> **YOUR TASK**: This exercise calls for every record to be returned exactly, with pictures removed.

(Collected data entries)
--------

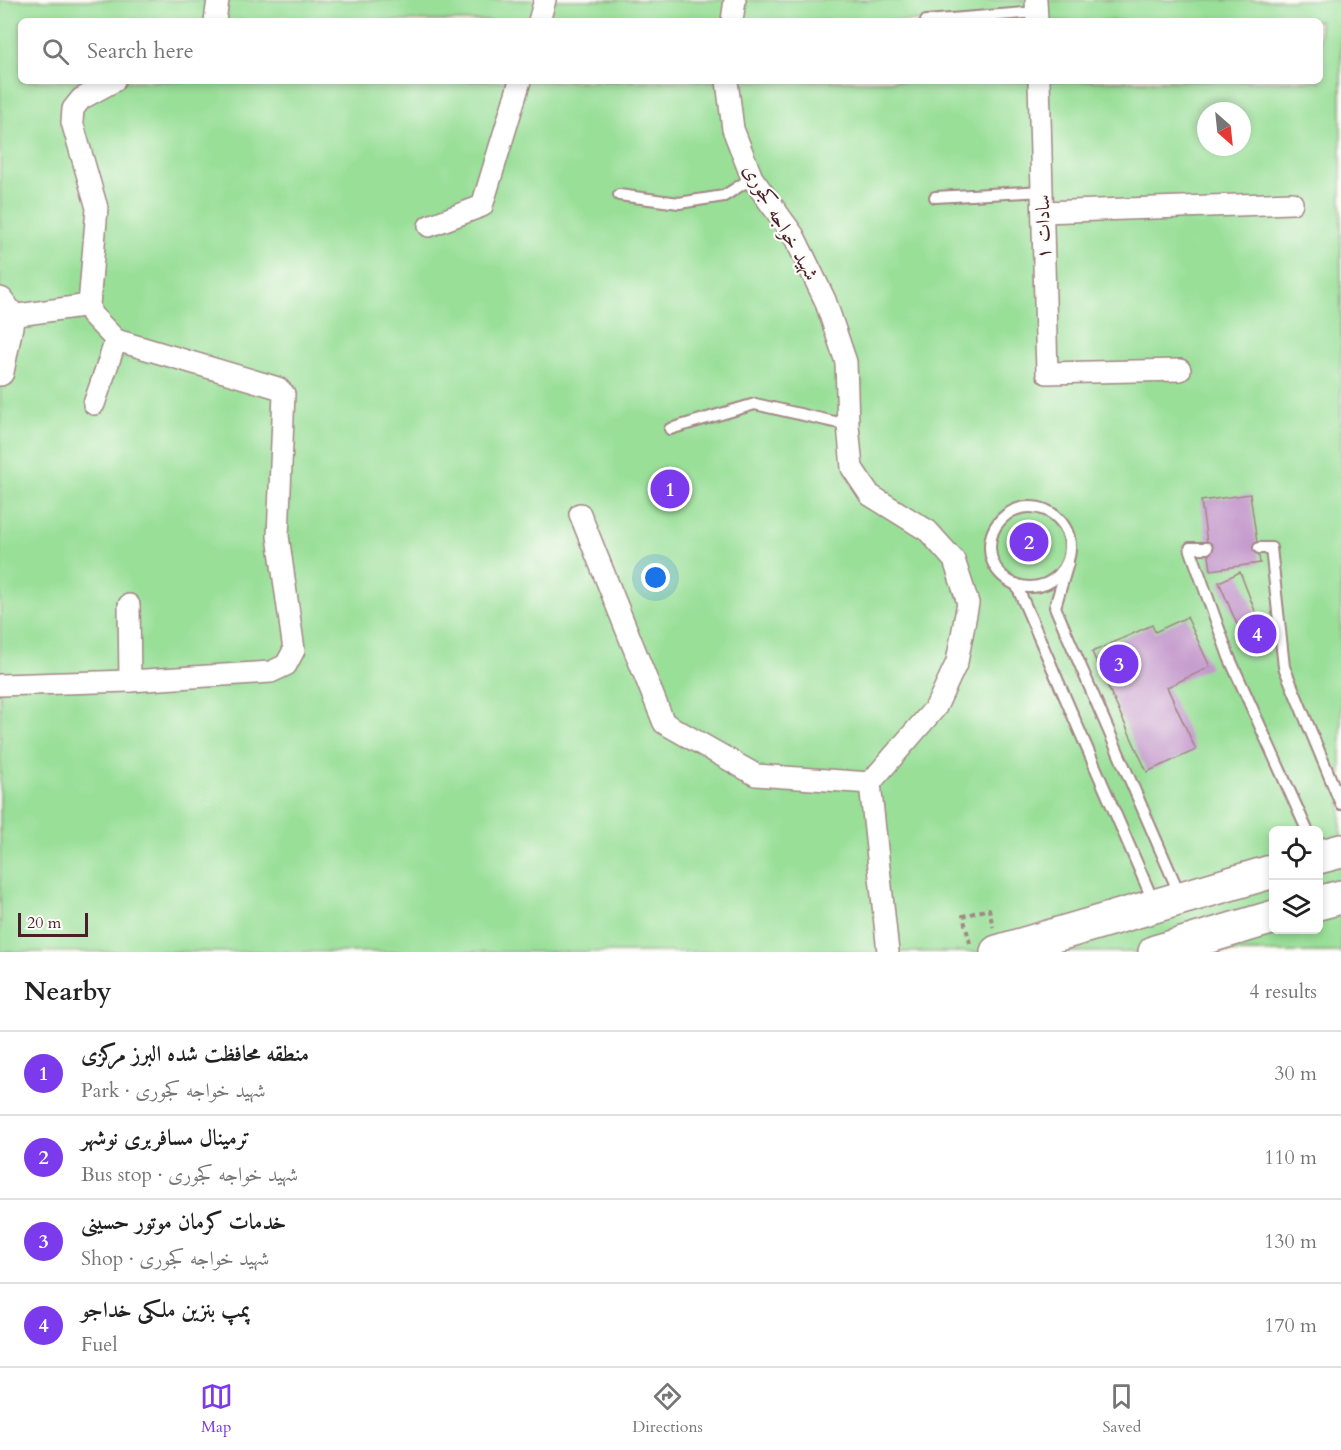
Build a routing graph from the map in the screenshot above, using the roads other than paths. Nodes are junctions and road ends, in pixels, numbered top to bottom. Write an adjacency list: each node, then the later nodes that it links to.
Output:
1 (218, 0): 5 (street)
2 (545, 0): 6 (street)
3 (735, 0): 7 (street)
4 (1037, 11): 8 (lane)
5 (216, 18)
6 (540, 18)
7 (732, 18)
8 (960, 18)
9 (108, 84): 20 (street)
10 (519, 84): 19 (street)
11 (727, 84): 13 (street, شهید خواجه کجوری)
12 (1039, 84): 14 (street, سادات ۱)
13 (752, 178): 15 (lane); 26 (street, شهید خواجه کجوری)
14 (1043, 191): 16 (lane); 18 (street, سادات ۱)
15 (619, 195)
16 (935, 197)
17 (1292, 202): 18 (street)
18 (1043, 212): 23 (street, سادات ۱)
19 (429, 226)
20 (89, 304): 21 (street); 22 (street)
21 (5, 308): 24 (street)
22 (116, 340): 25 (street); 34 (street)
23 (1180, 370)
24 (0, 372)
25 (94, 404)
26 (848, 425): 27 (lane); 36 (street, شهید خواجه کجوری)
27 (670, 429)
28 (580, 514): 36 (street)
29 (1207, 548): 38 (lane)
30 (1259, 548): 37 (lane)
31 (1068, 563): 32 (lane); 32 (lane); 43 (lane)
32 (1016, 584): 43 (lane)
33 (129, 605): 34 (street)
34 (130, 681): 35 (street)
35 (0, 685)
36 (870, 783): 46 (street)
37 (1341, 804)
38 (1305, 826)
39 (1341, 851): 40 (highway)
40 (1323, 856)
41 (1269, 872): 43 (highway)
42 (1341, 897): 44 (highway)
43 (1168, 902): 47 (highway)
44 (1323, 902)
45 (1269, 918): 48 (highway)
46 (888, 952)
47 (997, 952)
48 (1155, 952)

--------

> **ANSWER TO THIS PROBLEM**:
Build a routing graph from the map in the screenshot above, using the roads other than paths. Nodes are junctions and road ends, in pixels, numbered top to bottom. Write an adjacency list: each node, then the later nodes that it links to.
Output:
1 (218, 0): 5 (street)
2 (545, 0): 6 (street)
3 (735, 0): 7 (street)
4 (1037, 11): 8 (lane)
5 (216, 18)
6 (540, 18)
7 (732, 18)
8 (960, 18)
9 (108, 84): 20 (street)
10 (519, 84): 19 (street)
11 (727, 84): 13 (street, شهید خواجه کجوری)
12 (1039, 84): 14 (street, سادات ۱)
13 (752, 178): 15 (lane); 26 (street, شهید خواجه کجوری)
14 (1043, 191): 16 (lane); 18 (street, سادات ۱)
15 (619, 195)
16 (935, 197)
17 (1292, 202): 18 (street)
18 (1043, 212): 23 (street, سادات ۱)
19 (429, 226)
20 (89, 304): 21 (street); 22 (street)
21 (5, 308): 24 (street)
22 (116, 340): 25 (street); 34 (street)
23 (1180, 370)
24 (0, 372)
25 (94, 404)
26 (848, 425): 27 (lane); 36 (street, شهید خواجه کجوری)
27 (670, 429)
28 (580, 514): 36 (street)
29 (1207, 548): 38 (lane)
30 (1259, 548): 37 (lane)
31 (1068, 563): 32 (lane); 32 (lane); 43 (lane)
32 (1016, 584): 43 (lane)
33 (129, 605): 34 (street)
34 (130, 681): 35 (street)
35 (0, 685)
36 (870, 783): 46 (street)
37 (1341, 804)
38 (1305, 826)
39 (1341, 851): 40 (highway)
40 (1323, 856)
41 (1269, 872): 43 (highway)
42 (1341, 897): 44 (highway)
43 (1168, 902): 47 (highway)
44 (1323, 902)
45 (1269, 918): 48 (highway)
46 (888, 952)
47 (997, 952)
48 (1155, 952)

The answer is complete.